Katich: Banned trio would earn more respect if they served their time
Former Australia batsman Simon Katich feels Steve Smith, David Warner and Cameron Bancroft should see out their suspensions despite a push by the Australian Cricketers’ Association (ACA) to have the bans overturned.
The ACA said they will formally submit a request to Cricket Australia (CA) to have the trio return immediately to top-level cricket as a result of information contained in the culture review released on Monday.
A review into a ball-tampering scandal condemned an “arrogant” and “controlling” culture at CA that drove the players to cheat in pursuit of victory.
However, Katich, who played played in 56 Tests between 2001 and 2010, claimed he did not support the move for the players to return early as they also need to take responsibility for “blatantly cheating”.
Katich told radio station SEN: “I think the players should see out their bans. They admitted what they did was wrong, and they blatantly cheated.
“I just don’t think shortening the bans is going to do anyone any good. I think the public will be disappointed to think they could get away with what they did just because of what this (Ethics Centre culture) review has found.
“They have to be responsible for their actions, regardless of what is going on in the background with the administrators and the culture that’s been created.
“The players still have to put their hand up – which they have – and cop the bans on the chin and do their time.

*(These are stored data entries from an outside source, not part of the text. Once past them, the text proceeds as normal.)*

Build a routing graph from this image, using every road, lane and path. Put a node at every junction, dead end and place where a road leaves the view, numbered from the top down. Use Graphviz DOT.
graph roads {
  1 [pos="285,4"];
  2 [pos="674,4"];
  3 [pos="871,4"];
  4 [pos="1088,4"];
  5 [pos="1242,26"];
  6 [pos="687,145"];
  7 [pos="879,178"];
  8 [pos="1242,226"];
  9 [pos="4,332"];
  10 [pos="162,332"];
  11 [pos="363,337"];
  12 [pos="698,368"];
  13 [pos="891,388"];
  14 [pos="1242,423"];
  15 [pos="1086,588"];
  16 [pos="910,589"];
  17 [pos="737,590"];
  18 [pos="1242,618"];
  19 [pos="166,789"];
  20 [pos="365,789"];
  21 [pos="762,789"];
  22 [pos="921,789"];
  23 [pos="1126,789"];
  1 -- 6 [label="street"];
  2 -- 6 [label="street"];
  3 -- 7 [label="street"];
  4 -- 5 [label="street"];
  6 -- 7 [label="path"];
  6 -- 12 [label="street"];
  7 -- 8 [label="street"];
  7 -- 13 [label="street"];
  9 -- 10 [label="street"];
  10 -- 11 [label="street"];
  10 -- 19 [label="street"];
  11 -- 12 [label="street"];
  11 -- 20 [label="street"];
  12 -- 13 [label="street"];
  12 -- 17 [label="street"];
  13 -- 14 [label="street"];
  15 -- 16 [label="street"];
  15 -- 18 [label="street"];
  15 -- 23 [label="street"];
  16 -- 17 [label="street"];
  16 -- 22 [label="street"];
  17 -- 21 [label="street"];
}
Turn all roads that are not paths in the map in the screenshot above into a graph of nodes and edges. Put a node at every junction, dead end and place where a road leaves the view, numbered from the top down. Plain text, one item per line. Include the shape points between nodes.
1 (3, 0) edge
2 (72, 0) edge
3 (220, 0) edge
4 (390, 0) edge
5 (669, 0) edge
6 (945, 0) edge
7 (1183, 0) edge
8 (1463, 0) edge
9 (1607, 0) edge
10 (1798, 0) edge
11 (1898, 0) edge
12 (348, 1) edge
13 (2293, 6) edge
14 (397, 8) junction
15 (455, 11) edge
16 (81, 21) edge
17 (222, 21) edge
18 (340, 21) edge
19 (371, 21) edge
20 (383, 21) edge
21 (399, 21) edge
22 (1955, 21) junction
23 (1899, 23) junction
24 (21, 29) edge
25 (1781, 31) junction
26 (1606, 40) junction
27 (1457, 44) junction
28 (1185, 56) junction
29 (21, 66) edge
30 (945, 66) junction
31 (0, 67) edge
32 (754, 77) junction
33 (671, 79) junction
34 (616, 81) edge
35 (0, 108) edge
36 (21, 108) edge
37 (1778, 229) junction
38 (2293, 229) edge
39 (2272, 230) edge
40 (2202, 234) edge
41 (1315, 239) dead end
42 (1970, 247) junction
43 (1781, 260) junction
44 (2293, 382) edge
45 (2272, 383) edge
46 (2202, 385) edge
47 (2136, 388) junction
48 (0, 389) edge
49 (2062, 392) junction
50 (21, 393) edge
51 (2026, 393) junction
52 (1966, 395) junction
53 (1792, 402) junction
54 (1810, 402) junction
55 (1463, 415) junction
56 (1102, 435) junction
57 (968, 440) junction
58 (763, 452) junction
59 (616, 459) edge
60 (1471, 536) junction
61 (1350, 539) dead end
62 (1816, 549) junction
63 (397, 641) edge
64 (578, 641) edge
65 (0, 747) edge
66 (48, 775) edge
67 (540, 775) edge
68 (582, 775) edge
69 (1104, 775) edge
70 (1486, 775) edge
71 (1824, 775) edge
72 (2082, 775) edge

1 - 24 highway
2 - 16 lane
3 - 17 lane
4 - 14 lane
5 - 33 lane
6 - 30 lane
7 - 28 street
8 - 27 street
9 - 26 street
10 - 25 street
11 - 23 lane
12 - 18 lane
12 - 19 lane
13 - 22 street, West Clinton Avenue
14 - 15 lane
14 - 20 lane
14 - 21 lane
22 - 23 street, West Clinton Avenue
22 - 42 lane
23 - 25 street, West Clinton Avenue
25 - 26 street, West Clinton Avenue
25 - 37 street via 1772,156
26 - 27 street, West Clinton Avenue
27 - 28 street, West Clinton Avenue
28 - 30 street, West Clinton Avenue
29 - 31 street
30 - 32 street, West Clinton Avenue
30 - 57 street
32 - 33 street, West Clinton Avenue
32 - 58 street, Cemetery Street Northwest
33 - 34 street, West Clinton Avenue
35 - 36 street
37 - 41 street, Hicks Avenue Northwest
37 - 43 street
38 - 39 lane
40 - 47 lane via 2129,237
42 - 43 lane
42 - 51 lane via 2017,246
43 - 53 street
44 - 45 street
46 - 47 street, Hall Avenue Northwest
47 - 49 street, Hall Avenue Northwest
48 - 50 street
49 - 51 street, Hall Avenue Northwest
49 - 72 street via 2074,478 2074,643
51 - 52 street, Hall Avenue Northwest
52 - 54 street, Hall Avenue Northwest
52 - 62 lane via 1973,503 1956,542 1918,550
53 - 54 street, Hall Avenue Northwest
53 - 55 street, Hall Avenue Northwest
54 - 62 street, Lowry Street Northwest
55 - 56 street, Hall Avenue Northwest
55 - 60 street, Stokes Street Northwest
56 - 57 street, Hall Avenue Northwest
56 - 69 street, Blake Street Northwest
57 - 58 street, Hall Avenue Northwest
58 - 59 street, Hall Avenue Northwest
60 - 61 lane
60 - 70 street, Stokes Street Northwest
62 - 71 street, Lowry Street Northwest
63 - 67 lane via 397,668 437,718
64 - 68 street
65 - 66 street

“They’ll earn a lot more respect that way than if the ban gets shortened – because, realistically, if the bans get shortened it’s like the review said -it’s a win-at-all costs mentality.
“From a welfare point of view, it would be important they can come back and play the game they love and they have done it tough.
“But what they did, as grown men – they knew they couldn’t take sandpaper out there (on the field) otherwise why were they trying to hide it down their pants?”
Warner and Smith each received one-year suspensions while Bancroft was banned for nine months following the ball-tampering scandal in March this year.